Hundreds of dead birds have been found on Mexico’s Pacific coast, prompting an investigation from authorities.
Few details about the event have been released, and the exact location – as well as the cause – remain a mystery.
Images taken on Saturday and supplied by the government indicate the situation is being taken seriously. Technicians from the National Service of Health are seen wearing protective clothing.
One photo shows the water is a putrid green colour near the shore. A second image shows a man holding a seabird, possibly a cormorant.
What could have killed the birds?
While it is too early to speculate as to the cause, bird deaths can be a sign of a disease outbreak. The H5N1 strain of avian influenza spreading across the globe has killed tens of millions of birds, harming both wild and domestic populations. It has also infected 17 mammal species and in February it claimed the life of an 11-year-old girl.
The outbreak has spread to all continents except for Antarctica and Australia, and experts have warned it could wipe out entire species if it infected our wild flocks. While Australia has successfully beaten other strains in domestic flocks, native birds likely have no immunity to the disease.

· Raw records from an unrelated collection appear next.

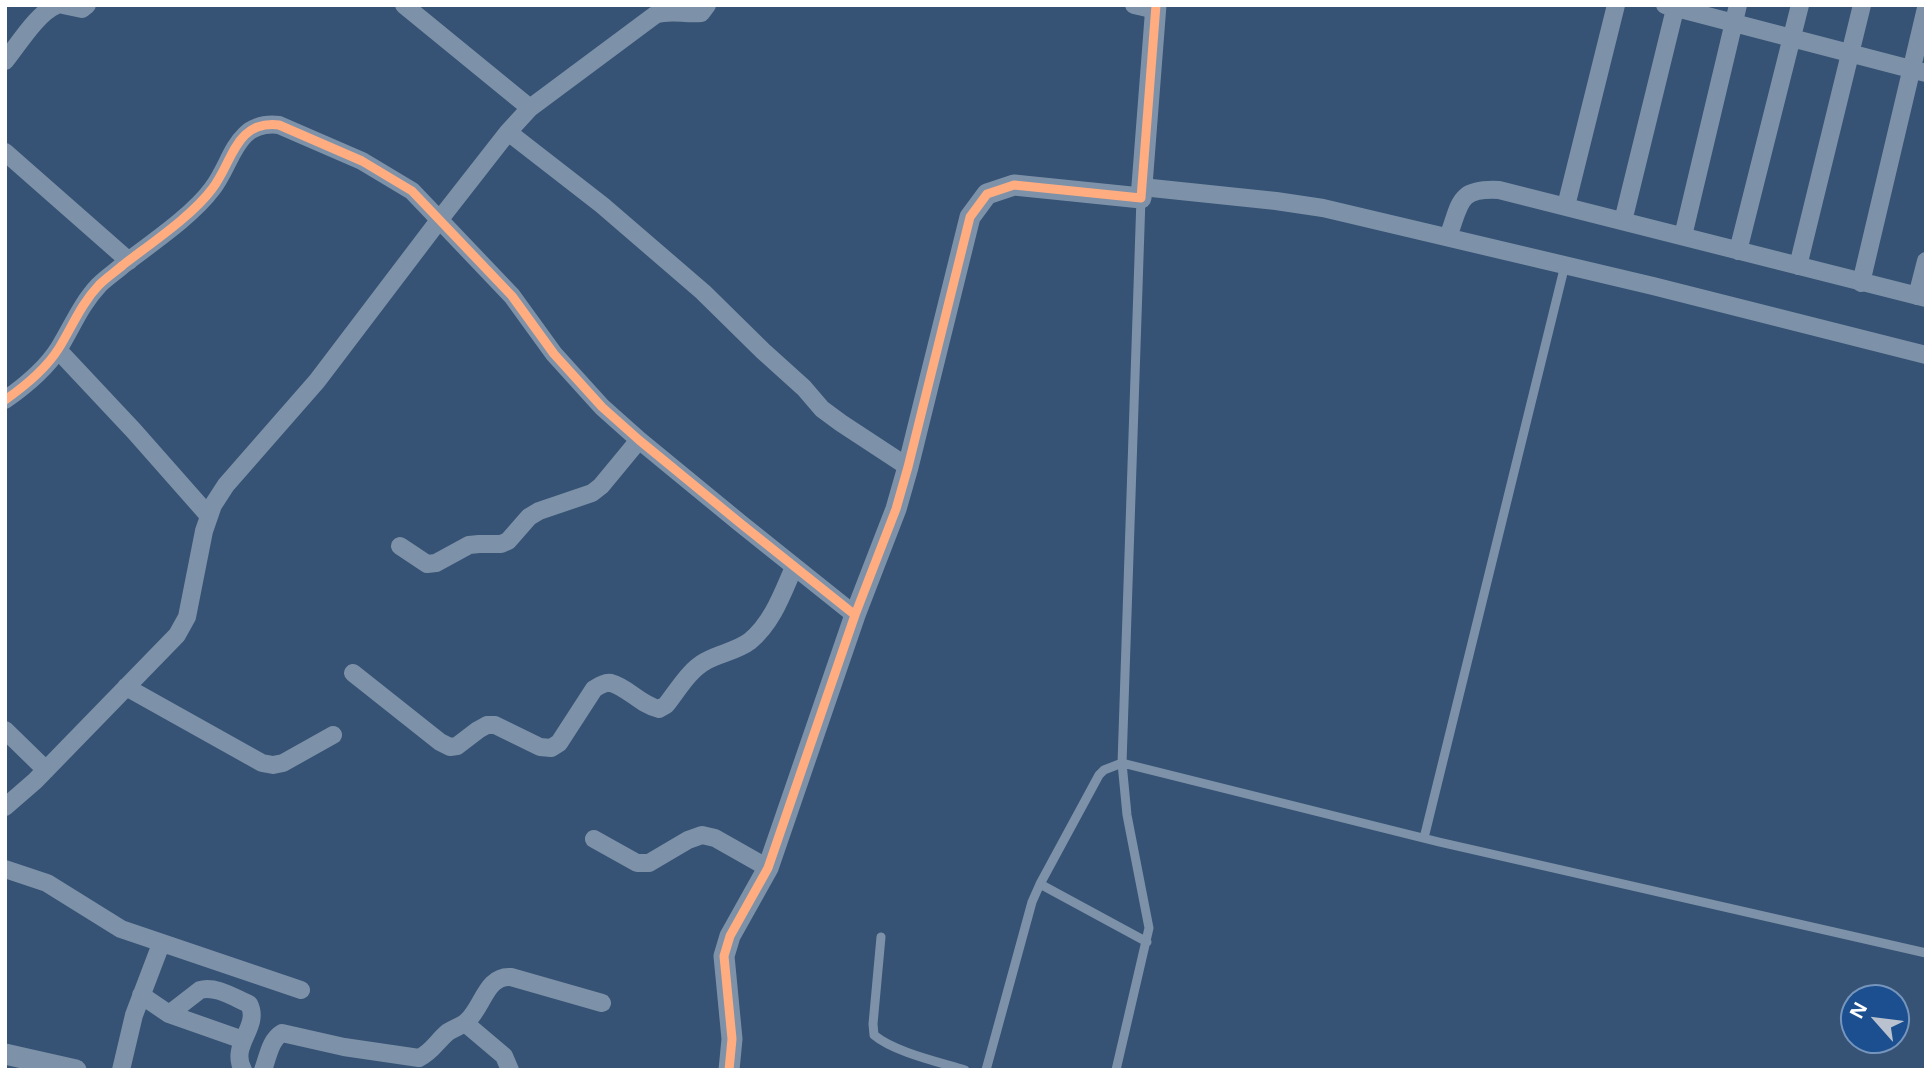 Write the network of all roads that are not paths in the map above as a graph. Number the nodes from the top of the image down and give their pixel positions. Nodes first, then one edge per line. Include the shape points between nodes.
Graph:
1 (57, 5) edge
2 (63, 5) edge
3 (87, 5) edge
4 (404, 5) edge
5 (707, 5) edge
6 (1134, 5) edge
7 (1616, 5) edge
8 (1738, 5) edge
9 (1800, 5) edge
10 (1862, 5) edge
11 (1672, 6) edge
12 (1156, 8) edge
13 (1926, 8) edge
14 (1734, 23) junction
15 (1792, 38) junction
16 (1850, 52) junction
17 (5, 61) edge
18 (1918, 71) edge
19 (530, 108) junction
20 (508, 132) junction
21 (5, 152) edge
22 (1142, 193) junction
23 (1566, 206) junction
24 (440, 219) junction
25 (1623, 221) junction
26 (1683, 236) junction
27 (1448, 237) junction
28 (1738, 251) junction
29 (129, 261) junction
30 (1926, 261) edge
31 (1565, 265) junction
32 (1798, 266) junction
33 (1861, 283) junction
34 (1921, 297) edge
35 (58, 350) junction
36 (1926, 355) edge
37 (5, 400) edge
38 (639, 440) junction
39 (908, 467) junction
40 (209, 516) junction
41 (400, 546) dead end
42 (794, 566) junction
43 (855, 615) junction
44 (354, 673) dead end
45 (126, 687) junction
46 (5, 730) edge
47 (333, 735) dead end
48 (1122, 764) junction
49 (46, 770) junction
50 (5, 807) edge
51 (1424, 838) junction
52 (594, 839) dead end
53 (768, 868) junction
54 (5, 869) edge
55 (1040, 884) junction
56 (881, 937) dead end
57 (1147, 942) junction
58 (161, 944) junction
59 (1926, 953) edge
60 (301, 989) dead end
61 (141, 995) junction
62 (602, 1003) dead end
63 (169, 1014) junction
64 (465, 1023) junction
65 (243, 1040) junction
66 (5, 1054) edge
67 (76, 1070) edge
68 (121, 1070) edge
69 (243, 1070) edge
70 (263, 1070) edge
71 (510, 1070) edge
72 (729, 1070) edge
73 (965, 1070) edge
74 (986, 1070) edge
75 (1116, 1070) edge

1 - 17 street via 42,16
2 - 3 street via 82,9
4 - 19 street
5 - 19 street via 701,13 655,15
6 - 12 street
7 - 23 street
8 - 14 street
9 - 15 street
10 - 16 street
11 - 14 street
11 - 25 street
12 - 22 street
13 - 18 street
14 - 15 street
14 - 26 street
15 - 16 street
15 - 28 street
16 - 18 street
16 - 32 street
18 - 33 street
19 - 20 street
20 - 24 street
20 - 39 street via 703,292 822,409
21 - 29 street
22 - 27 street via 1276,201
22 - 39 street via 1014,185 987,194 970,217
22 - 48 lane
23 - 25 street
23 - 27 street via 1479,189 1462,198
24 - 29 street via 412,191 362,161 267,124 235,146 222,175 202,201
24 - 38 street via 512,296 554,354
24 - 40 street via 317,381 226,485
25 - 26 street
26 - 28 street
27 - 31 street
28 - 32 street
29 - 35 street via 99,285
30 - 34 street
31 - 36 street
31 - 51 lane
32 - 33 street
33 - 34 street
35 - 37 street via 30,382
35 - 40 street
38 - 41 street via 592,493 539,510 508,541 469,545 427,564
38 - 42 street
39 - 43 street
40 - 45 street via 187,617 177,635
42 - 43 street
42 - 44 street via 775,610 753,639 696,667 666,705 659,709 650,706 611,683 603,684 594,689 559,743 551,748 495,725 450,747
43 - 53 street
45 - 47 street via 262,763 283,763
45 - 49 street
46 - 49 street
48 - 51 lane
48 - 55 lane via 1099,775
48 - 57 lane via 1126,815 1149,928
49 - 50 street
51 - 59 lane
52 - 53 street via 638,863 649,863 702,835
53 - 72 street via 730,936 724,956 733,1039
54 - 58 street via 47,883 121,929
55 - 57 lane
55 - 74 lane
56 - 73 lane via 874,1035
57 - 75 lane
58 - 60 street
58 - 61 street
61 - 63 street
61 - 68 street
62 - 64 street via 503,976 494,981
63 - 65 street
63 - 65 street via 200,990 212,988 249,1004 252,1018
64 - 70 street via 419,1058 282,1033 276,1036
64 - 71 street via 504,1056
65 - 69 street via 238,1061
66 - 67 street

In Australia, recent disease outbreaks have been linked to botulism. The country suffered a spate of mass fatalities this year, including hundreds near Brisbane Airport, over 700 at one location in regional Victoria, and dozens in central Sydney.
Could poisoning also be the cause?
Suspected poisoning has also resulted in the mortality of large numbers of birds. In South Australia and Victoria, corellas are frequently found dead and dying within close proximity to farms.
Coastal birds also often succumb to oil leaks. In 2021, a 570,000 litre oil leak off the California coast killed and injured dozens of seabirds. A separate leak in Mauritius a year earlier, killed a pod of dolphins and threatened a 100-year-old coral.
Another famous mass bird death in Mexico garnered international attention in 2022. That incident was captured by a security camera and showed a large flock of yellow-headed blackbirds simultaneously smash into the ground.
The current situation in Mexico is unlikely to be related to flocking behaviour as the images indicate at least some of the species affected are coastal solitary birds.